**EXERCISE DETAILS**: Without the pictures, copy all of the data exactly.

**DATASET RECORDS**:

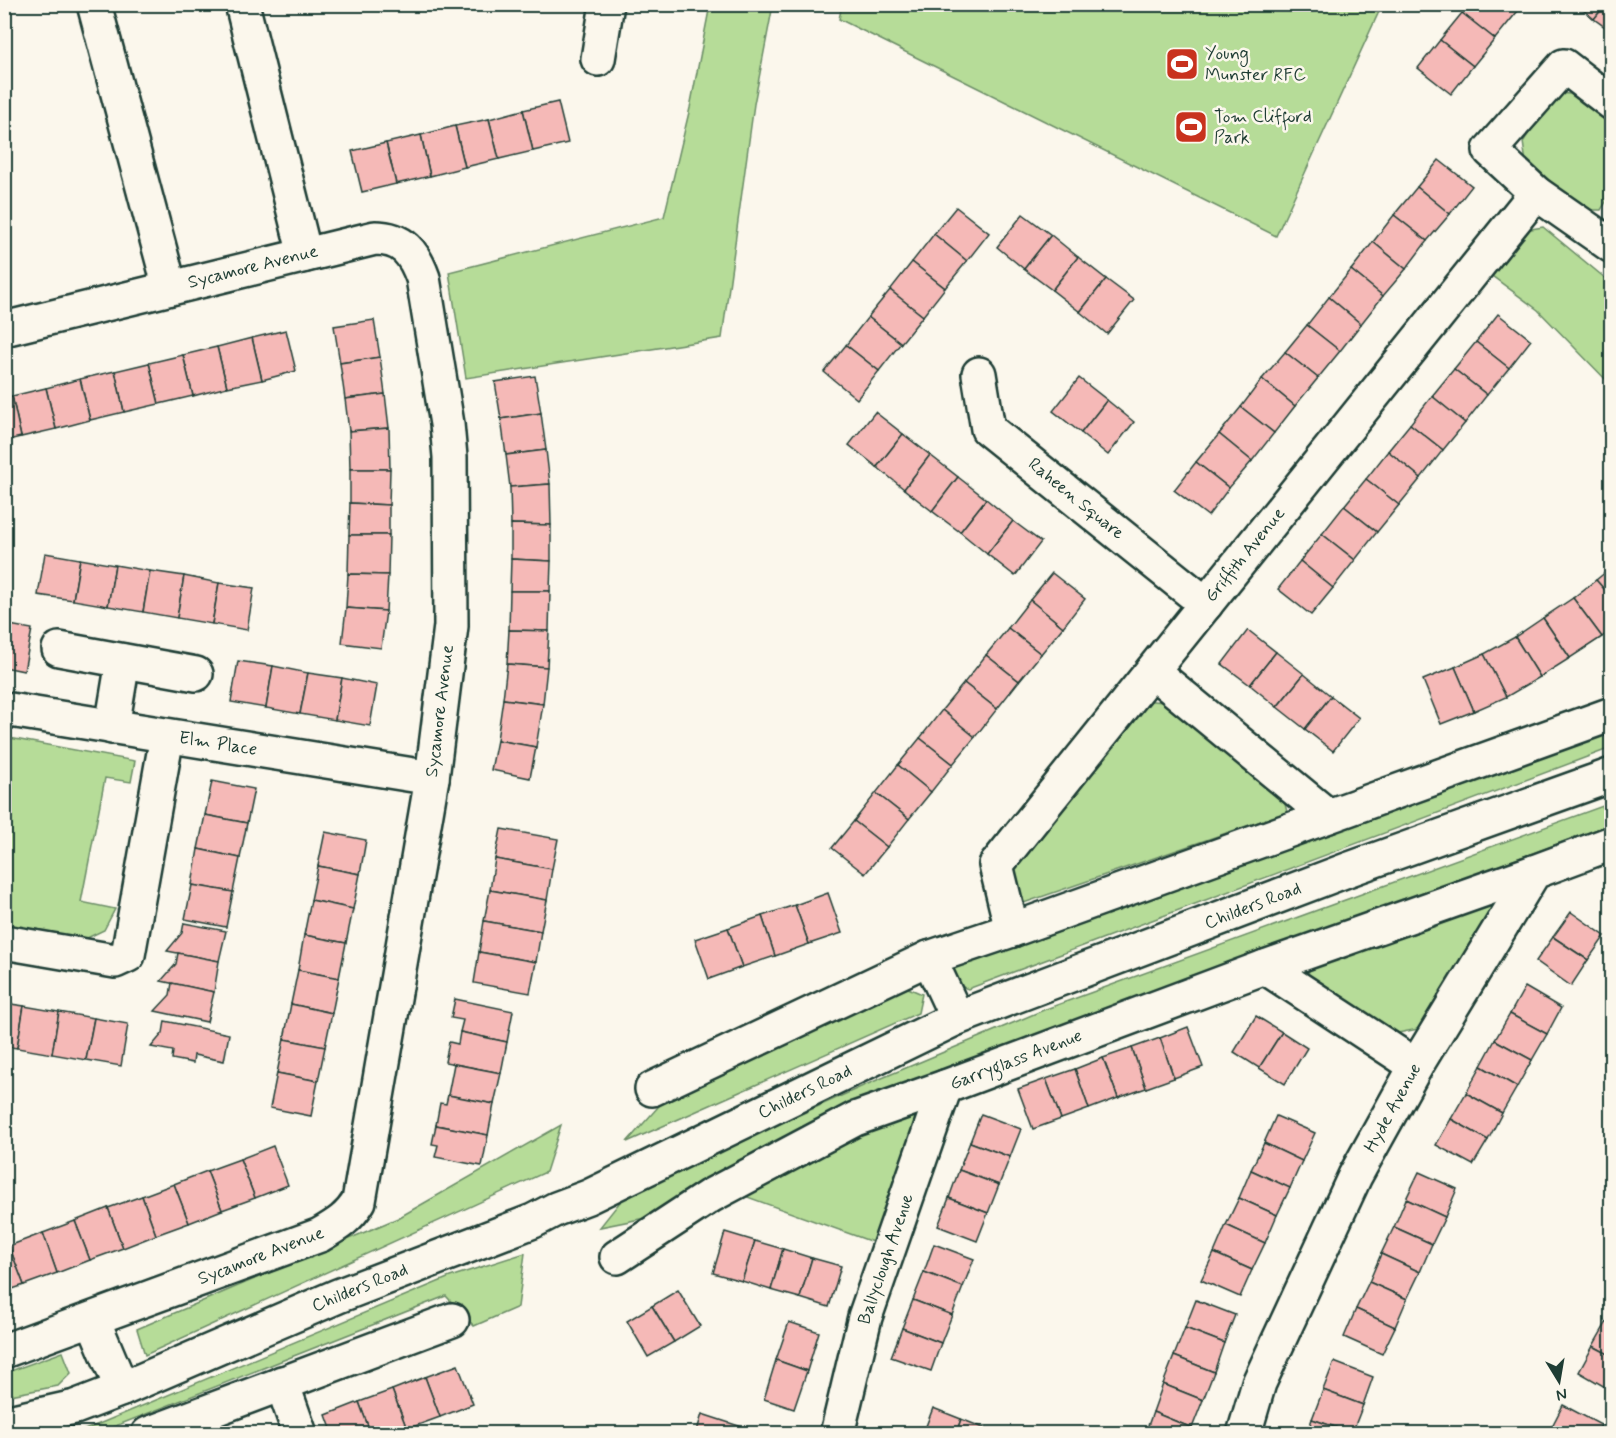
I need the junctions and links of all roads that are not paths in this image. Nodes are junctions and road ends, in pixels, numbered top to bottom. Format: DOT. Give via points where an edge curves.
graph roads {
  1 [pos="94,4"];
  2 [pos="242,4"];
  3 [pos="607,4"];
  4 [pos="598,59"];
  5 [pos="1611,103"];
  6 [pos="1536,193"];
  7 [pos="1610,240"];
  8 [pos="305,255"];
  9 [pos="170,288"];
  10 [pos="4,329"];
  11 [pos="979,374"];
  12 [pos="1206,604"];
  13 [pos="59,649"];
  14 [pos="123,661"];
  15 [pos="1152,671"];
  16 [pos="196,674"];
  17 [pos="4,709"];
  18 [pos="1604,712"];
  19 [pos="112,727"];
  20 [pos="167,736"];
  21 [pos="1611,775"];
  22 [pos="432,778"];
  23 [pos="1328,816"];
  24 [pos="1611,843"];
  25 [pos="1534,872"];
  26 [pos="1012,930"];
  27 [pos="4,942"];
  28 [pos="929,958"];
  29 [pos="1264,967"];
  30 [pos="957,1018"];
  31 [pos="1416,1066"];
  32 [pos="945,1087"];
  33 [pos="652,1089"];
  34 [pos="617,1257"];
  35 [pos="93,1320"];
  36 [pos="452,1320"];
  37 [pos="4,1351"];
  38 [pos="282,1383"];
  39 [pos="122,1389"];
  40 [pos="4,1423"];
  41 [pos="148,1434"];
  42 [pos="300,1434"];
  43 [pos="837,1434"];
  44 [pos="1244,1434"];
  1 -- 9 [label="street"];
  2 -- 8 [label="street"];
  3 -- 4 [label="street"];
  5 -- 6 [label="street" via="1564,66 1490,150"];
  6 -- 7 [label="street"];
  6 -- 12 [label="street, Griffith Avenue"];
  8 -- 9 [label="street, Sycamore Avenue"];
  8 -- 22 [label="street, Sycamore Avenue" via="389,238 410,252 423,278 447,424 450,473 451,626"];
  9 -- 10 [label="street, Sycamore Avenue"];
  11 -- 12 [label="street, Raheen Square" via="988,429"];
  12 -- 15 [label="street, Griffith Avenue"];
  13 -- 14 [label="street"];
  14 -- 16 [label="street"];
  14 -- 19 [label="street"];
  15 -- 23 [label="street"];
  15 -- 26 [label="street, Griffith Avenue" via="996,865"];
  17 -- 19 [label="street, Elm Place"];
  18 -- 23 [label="street"];
  19 -- 20 [label="street, Elm Place"];
  20 -- 22 [label="street, Elm Place"];
  20 -- 27 [label="street" via="128,955 115,961"];
  21 -- 30 [label="street, Childers Road"];
  22 -- 35 [label="street, Sycamore Avenue" via="359,1201 353,1212 320,1235"];
  23 -- 26 [label="street"];
  24 -- 25 [label="street"];
  25 -- 29 [label="street, Garryglass Avenue"];
  25 -- 31 [label="street, Hyde Avenue"];
  26 -- 28 [label="street"];
  28 -- 30 [label="street"];
  28 -- 33 [label="street"];
  29 -- 31 [label="street"];
  29 -- 32 [label="street, Garryglass Avenue"];
  30 -- 39 [label="street, Childers Road" via="588,1197 338,1296"];
  31 -- 44 [label="street, Hyde Avenue" via="1355,1176 1259,1383"];
  32 -- 34 [label="street, Garryglass Avenue" via="855,1119 710,1196"];
  32 -- 43 [label="street, Ballyclough Avenue" via="865,1317"];
  35 -- 37 [label="street, Sycamore Avenue"];
  35 -- 39 [label="street"];
  36 -- 38 [label="street"];
  38 -- 41 [label="street"];
  38 -- 42 [label="street"];
  39 -- 40 [label="street, Childers Road" via="75,1407"];
}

**RESULT FOR THIS EXERCISE**:
I need the junctions and links of all roads that are not paths in this image. Nodes are junctions and road ends, in pixels, numbered top to bottom. Format: DOT. Give via points where an edge curves.
graph roads {
  1 [pos="94,4"];
  2 [pos="242,4"];
  3 [pos="607,4"];
  4 [pos="598,59"];
  5 [pos="1611,103"];
  6 [pos="1536,193"];
  7 [pos="1610,240"];
  8 [pos="305,255"];
  9 [pos="170,288"];
  10 [pos="4,329"];
  11 [pos="979,374"];
  12 [pos="1206,604"];
  13 [pos="59,649"];
  14 [pos="123,661"];
  15 [pos="1152,671"];
  16 [pos="196,674"];
  17 [pos="4,709"];
  18 [pos="1604,712"];
  19 [pos="112,727"];
  20 [pos="167,736"];
  21 [pos="1611,775"];
  22 [pos="432,778"];
  23 [pos="1328,816"];
  24 [pos="1611,843"];
  25 [pos="1534,872"];
  26 [pos="1012,930"];
  27 [pos="4,942"];
  28 [pos="929,958"];
  29 [pos="1264,967"];
  30 [pos="957,1018"];
  31 [pos="1416,1066"];
  32 [pos="945,1087"];
  33 [pos="652,1089"];
  34 [pos="617,1257"];
  35 [pos="93,1320"];
  36 [pos="452,1320"];
  37 [pos="4,1351"];
  38 [pos="282,1383"];
  39 [pos="122,1389"];
  40 [pos="4,1423"];
  41 [pos="148,1434"];
  42 [pos="300,1434"];
  43 [pos="837,1434"];
  44 [pos="1244,1434"];
  1 -- 9 [label="street"];
  2 -- 8 [label="street"];
  3 -- 4 [label="street"];
  5 -- 6 [label="street" via="1564,66 1490,150"];
  6 -- 7 [label="street"];
  6 -- 12 [label="street, Griffith Avenue"];
  8 -- 9 [label="street, Sycamore Avenue"];
  8 -- 22 [label="street, Sycamore Avenue" via="389,238 410,252 423,278 447,424 450,473 451,626"];
  9 -- 10 [label="street, Sycamore Avenue"];
  11 -- 12 [label="street, Raheen Square" via="988,429"];
  12 -- 15 [label="street, Griffith Avenue"];
  13 -- 14 [label="street"];
  14 -- 16 [label="street"];
  14 -- 19 [label="street"];
  15 -- 23 [label="street"];
  15 -- 26 [label="street, Griffith Avenue" via="996,865"];
  17 -- 19 [label="street, Elm Place"];
  18 -- 23 [label="street"];
  19 -- 20 [label="street, Elm Place"];
  20 -- 22 [label="street, Elm Place"];
  20 -- 27 [label="street" via="128,955 115,961"];
  21 -- 30 [label="street, Childers Road"];
  22 -- 35 [label="street, Sycamore Avenue" via="359,1201 353,1212 320,1235"];
  23 -- 26 [label="street"];
  24 -- 25 [label="street"];
  25 -- 29 [label="street, Garryglass Avenue"];
  25 -- 31 [label="street, Hyde Avenue"];
  26 -- 28 [label="street"];
  28 -- 30 [label="street"];
  28 -- 33 [label="street"];
  29 -- 31 [label="street"];
  29 -- 32 [label="street, Garryglass Avenue"];
  30 -- 39 [label="street, Childers Road" via="588,1197 338,1296"];
  31 -- 44 [label="street, Hyde Avenue" via="1355,1176 1259,1383"];
  32 -- 34 [label="street, Garryglass Avenue" via="855,1119 710,1196"];
  32 -- 43 [label="street, Ballyclough Avenue" via="865,1317"];
  35 -- 37 [label="street, Sycamore Avenue"];
  35 -- 39 [label="street"];
  36 -- 38 [label="street"];
  38 -- 41 [label="street"];
  38 -- 42 [label="street"];
  39 -- 40 [label="street, Childers Road" via="75,1407"];
}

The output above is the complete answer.